------ Recorded data ------
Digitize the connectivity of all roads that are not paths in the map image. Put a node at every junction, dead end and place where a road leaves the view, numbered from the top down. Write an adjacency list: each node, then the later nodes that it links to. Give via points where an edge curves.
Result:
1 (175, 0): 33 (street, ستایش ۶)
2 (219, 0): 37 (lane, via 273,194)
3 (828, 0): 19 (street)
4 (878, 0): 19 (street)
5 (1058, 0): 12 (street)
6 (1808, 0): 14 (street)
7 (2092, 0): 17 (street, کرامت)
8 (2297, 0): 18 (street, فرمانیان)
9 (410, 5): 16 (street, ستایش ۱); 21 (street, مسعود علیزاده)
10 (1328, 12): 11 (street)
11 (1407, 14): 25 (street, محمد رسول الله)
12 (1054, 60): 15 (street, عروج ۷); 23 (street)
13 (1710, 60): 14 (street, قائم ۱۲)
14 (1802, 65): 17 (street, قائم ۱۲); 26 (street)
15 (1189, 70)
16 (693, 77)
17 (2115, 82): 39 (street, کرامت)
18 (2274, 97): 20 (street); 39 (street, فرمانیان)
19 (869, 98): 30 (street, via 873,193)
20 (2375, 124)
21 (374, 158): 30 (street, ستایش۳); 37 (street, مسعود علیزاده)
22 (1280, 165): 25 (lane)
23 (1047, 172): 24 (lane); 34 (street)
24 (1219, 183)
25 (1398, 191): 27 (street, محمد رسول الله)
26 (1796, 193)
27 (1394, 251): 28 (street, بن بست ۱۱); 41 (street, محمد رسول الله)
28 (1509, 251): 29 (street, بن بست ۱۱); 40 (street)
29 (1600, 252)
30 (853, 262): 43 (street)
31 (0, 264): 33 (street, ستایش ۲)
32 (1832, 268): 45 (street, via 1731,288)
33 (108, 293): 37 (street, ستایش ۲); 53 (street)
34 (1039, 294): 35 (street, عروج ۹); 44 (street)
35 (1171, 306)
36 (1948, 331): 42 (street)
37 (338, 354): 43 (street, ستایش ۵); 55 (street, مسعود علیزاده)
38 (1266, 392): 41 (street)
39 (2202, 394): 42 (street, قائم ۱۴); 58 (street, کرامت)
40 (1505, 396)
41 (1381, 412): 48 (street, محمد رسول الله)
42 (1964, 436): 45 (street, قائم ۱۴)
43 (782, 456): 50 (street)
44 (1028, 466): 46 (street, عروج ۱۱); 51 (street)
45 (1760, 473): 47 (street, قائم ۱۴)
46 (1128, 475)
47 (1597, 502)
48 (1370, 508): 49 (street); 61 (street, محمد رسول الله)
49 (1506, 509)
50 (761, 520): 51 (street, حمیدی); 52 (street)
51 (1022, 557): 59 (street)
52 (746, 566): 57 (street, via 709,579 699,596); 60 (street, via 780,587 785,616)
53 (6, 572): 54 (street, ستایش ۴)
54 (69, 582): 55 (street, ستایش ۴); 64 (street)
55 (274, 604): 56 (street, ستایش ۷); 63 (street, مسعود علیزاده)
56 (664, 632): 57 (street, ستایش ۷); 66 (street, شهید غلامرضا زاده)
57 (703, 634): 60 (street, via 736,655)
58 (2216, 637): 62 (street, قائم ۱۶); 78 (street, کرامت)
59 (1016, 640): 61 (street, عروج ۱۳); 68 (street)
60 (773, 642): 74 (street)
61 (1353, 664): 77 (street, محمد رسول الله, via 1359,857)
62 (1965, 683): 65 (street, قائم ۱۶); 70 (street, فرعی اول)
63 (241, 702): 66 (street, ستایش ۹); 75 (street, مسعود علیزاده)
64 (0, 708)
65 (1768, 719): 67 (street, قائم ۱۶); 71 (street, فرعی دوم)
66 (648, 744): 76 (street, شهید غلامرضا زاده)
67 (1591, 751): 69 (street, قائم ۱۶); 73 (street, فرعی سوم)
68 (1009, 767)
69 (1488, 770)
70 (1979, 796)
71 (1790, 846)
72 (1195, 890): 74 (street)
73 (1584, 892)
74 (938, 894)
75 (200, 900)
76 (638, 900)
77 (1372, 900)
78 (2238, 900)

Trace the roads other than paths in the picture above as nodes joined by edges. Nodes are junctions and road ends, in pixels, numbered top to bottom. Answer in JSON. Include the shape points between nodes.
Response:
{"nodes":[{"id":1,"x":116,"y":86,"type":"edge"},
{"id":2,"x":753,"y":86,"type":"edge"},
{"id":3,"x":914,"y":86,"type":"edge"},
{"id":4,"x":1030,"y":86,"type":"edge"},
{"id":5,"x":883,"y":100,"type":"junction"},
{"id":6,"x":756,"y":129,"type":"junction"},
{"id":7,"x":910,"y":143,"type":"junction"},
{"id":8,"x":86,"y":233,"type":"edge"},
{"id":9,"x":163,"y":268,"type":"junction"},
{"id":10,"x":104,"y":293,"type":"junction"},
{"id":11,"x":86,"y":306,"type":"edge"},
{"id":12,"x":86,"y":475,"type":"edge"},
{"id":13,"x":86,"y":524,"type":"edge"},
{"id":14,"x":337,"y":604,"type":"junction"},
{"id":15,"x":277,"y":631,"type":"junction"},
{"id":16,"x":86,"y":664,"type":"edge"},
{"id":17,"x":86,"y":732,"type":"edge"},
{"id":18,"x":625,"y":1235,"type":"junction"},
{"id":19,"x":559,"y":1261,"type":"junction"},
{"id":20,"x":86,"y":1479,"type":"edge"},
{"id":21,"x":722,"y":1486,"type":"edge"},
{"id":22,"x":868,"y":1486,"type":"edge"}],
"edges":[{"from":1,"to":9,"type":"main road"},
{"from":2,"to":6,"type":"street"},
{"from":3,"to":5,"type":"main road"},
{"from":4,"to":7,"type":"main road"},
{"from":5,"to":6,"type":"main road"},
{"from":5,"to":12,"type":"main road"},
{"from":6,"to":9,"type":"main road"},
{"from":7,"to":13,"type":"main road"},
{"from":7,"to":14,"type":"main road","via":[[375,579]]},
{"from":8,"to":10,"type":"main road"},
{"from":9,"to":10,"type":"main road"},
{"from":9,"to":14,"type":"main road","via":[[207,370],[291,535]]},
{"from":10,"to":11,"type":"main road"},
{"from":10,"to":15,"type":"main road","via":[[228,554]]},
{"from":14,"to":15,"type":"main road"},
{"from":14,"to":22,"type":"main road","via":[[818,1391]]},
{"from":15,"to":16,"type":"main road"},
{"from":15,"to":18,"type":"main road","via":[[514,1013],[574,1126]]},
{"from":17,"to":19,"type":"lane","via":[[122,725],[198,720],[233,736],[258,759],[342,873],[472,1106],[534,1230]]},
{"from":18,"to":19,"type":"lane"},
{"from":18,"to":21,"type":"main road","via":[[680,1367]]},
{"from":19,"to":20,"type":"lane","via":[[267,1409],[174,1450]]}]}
------
#### [Problem]
List every line above that contains the word "lane".

#### [Final answer]
2 (219, 0): 37 (lane, via 273,194)
22 (1280, 165): 25 (lane)
23 (1047, 172): 24 (lane); 34 (street)
{"from":17,"to":19,"type":"lane","via":[[122,725],[198,720],[233,736],[258,759],[342,873],[472,1106],[534,1230]]},
{"from":18,"to":19,"type":"lane"},
{"from":19,"to":20,"type":"lane","via":[[267,1409],[174,1450]]}]}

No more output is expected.